• **Your assignment**
Output the data unchanged and complete, minus the images.

• **Data shown**
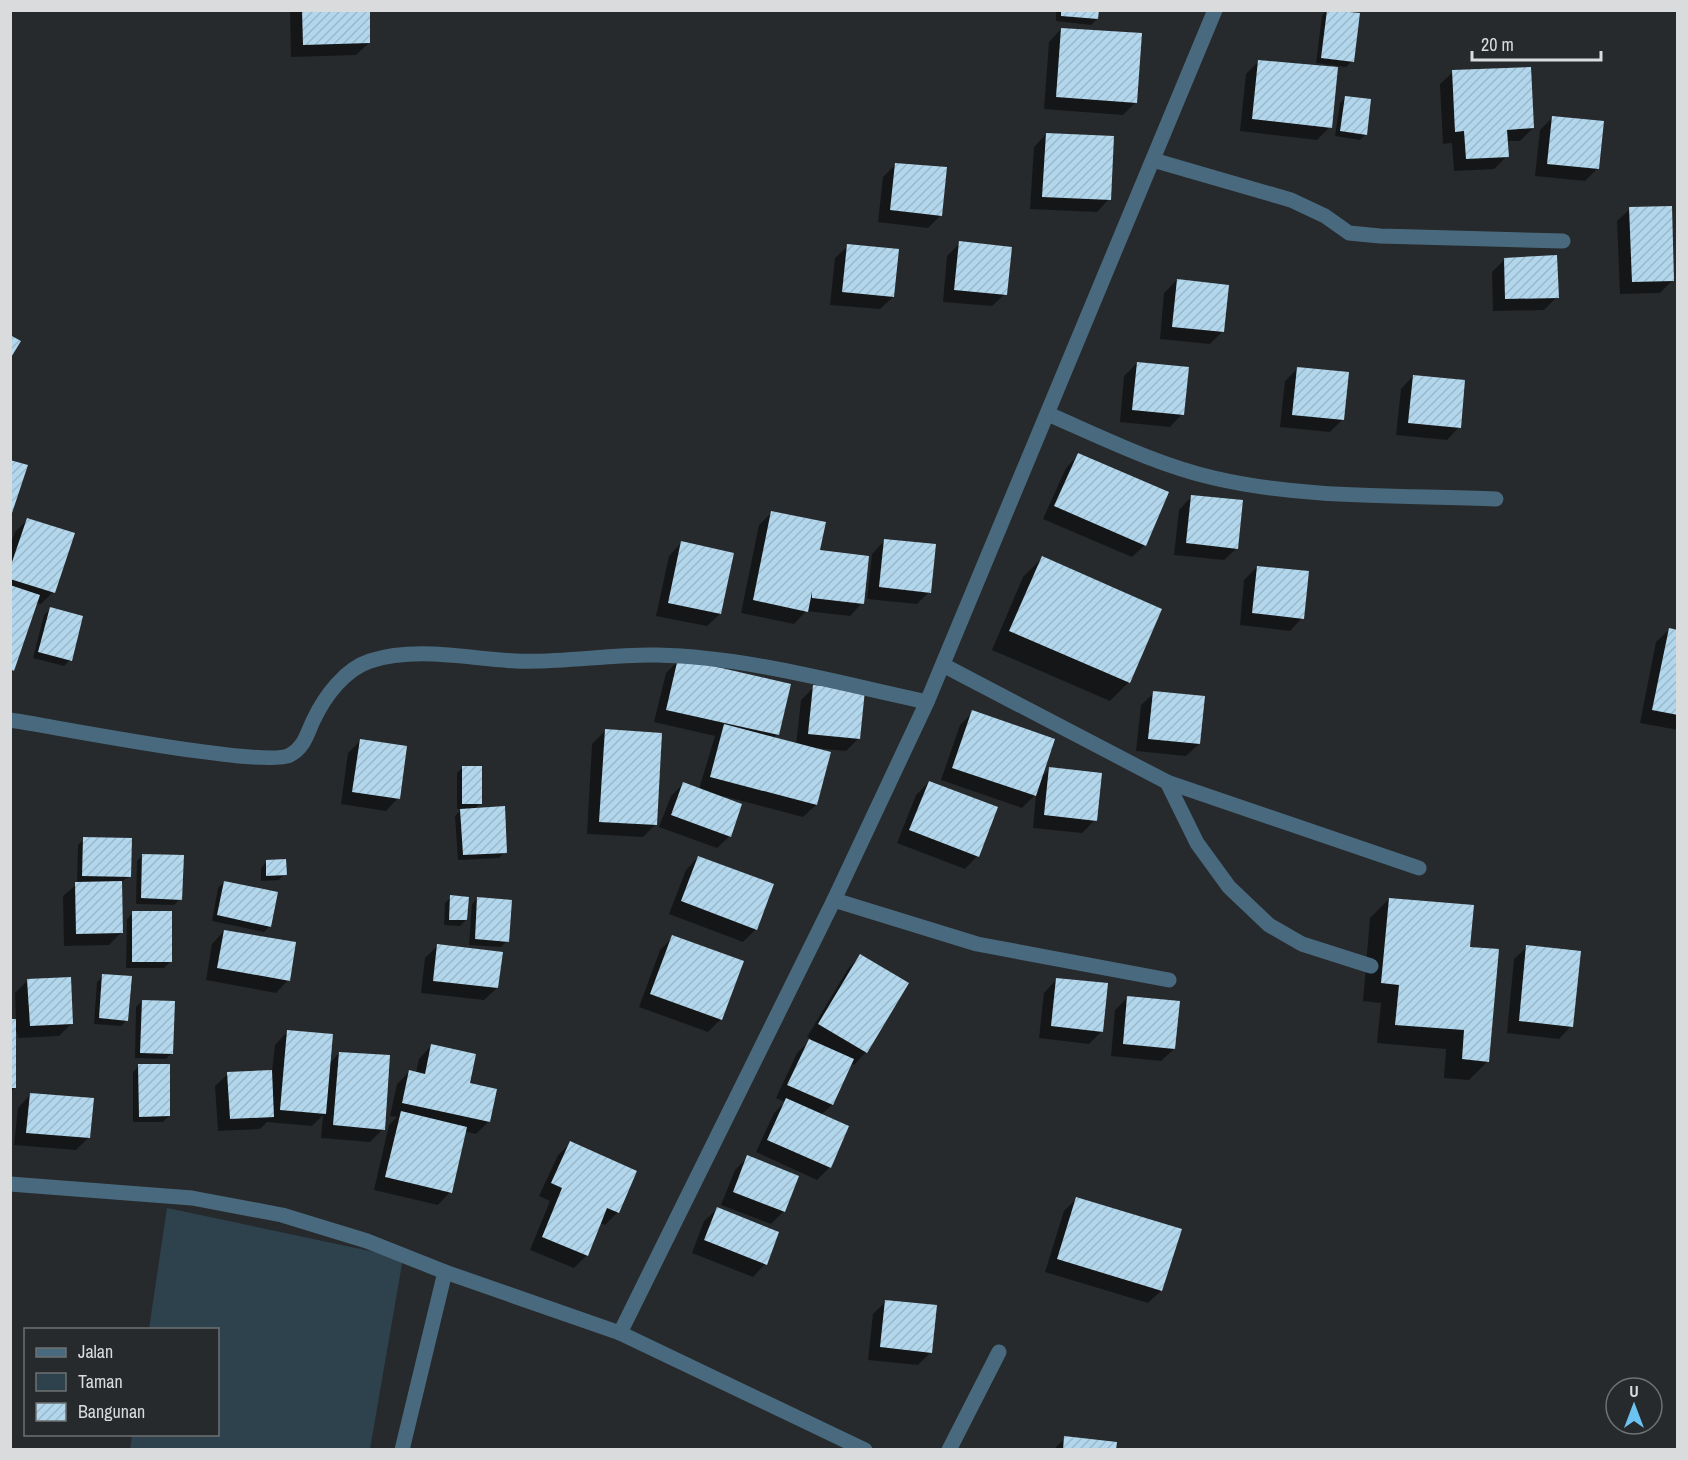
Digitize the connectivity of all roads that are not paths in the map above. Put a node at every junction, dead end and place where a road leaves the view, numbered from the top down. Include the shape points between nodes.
1 (1215, 10) edge
2 (1153, 160) junction
3 (1563, 241) dead end
4 (1048, 414) junction
5 (1496, 499) dead end
6 (943, 665) junction
7 (927, 702) junction
8 (10, 720) edge
9 (1167, 782) junction
10 (1419, 868) dead end
11 (834, 900) junction
12 (1371, 966) dead end
13 (1169, 980) dead end
14 (10, 1184) edge
15 (445, 1272) junction
16 (620, 1333) junction
17 (999, 1352) dead end
18 (402, 1449) edge
19 (865, 1449) edge
20 (949, 1449) edge

1 - 2 street
2 - 3 street via 1291,200 1349,233
2 - 4 street
4 - 5 street via 1124,448 1213,478 1284,490
4 - 6 street
6 - 7 street
6 - 9 street
7 - 8 street via 700,658 657,655 514,661 412,654 370,661 348,672 315,717 302,746 288,756 223,755
7 - 11 street
9 - 10 street
9 - 12 street via 1197,843 1229,887 1269,925 1302,944
11 - 13 street via 977,944
11 - 16 street
14 - 15 street via 192,1198 282,1215 368,1241
15 - 16 street
15 - 18 street
16 - 19 street
17 - 20 street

• **Task output**
Digitize the connectivity of all roads that are not paths in the map above. Put a node at every junction, dead end and place where a road leaves the view, numbered from the top down. Include the shape points between nodes.
1 (1215, 10) edge
2 (1153, 160) junction
3 (1563, 241) dead end
4 (1048, 414) junction
5 (1496, 499) dead end
6 (943, 665) junction
7 (927, 702) junction
8 (10, 720) edge
9 (1167, 782) junction
10 (1419, 868) dead end
11 (834, 900) junction
12 (1371, 966) dead end
13 (1169, 980) dead end
14 (10, 1184) edge
15 (445, 1272) junction
16 (620, 1333) junction
17 (999, 1352) dead end
18 (402, 1449) edge
19 (865, 1449) edge
20 (949, 1449) edge

1 - 2 street
2 - 3 street via 1291,200 1349,233
2 - 4 street
4 - 5 street via 1124,448 1213,478 1284,490
4 - 6 street
6 - 7 street
6 - 9 street
7 - 8 street via 700,658 657,655 514,661 412,654 370,661 348,672 315,717 302,746 288,756 223,755
7 - 11 street
9 - 10 street
9 - 12 street via 1197,843 1229,887 1269,925 1302,944
11 - 13 street via 977,944
11 - 16 street
14 - 15 street via 192,1198 282,1215 368,1241
15 - 16 street
15 - 18 street
16 - 19 street
17 - 20 street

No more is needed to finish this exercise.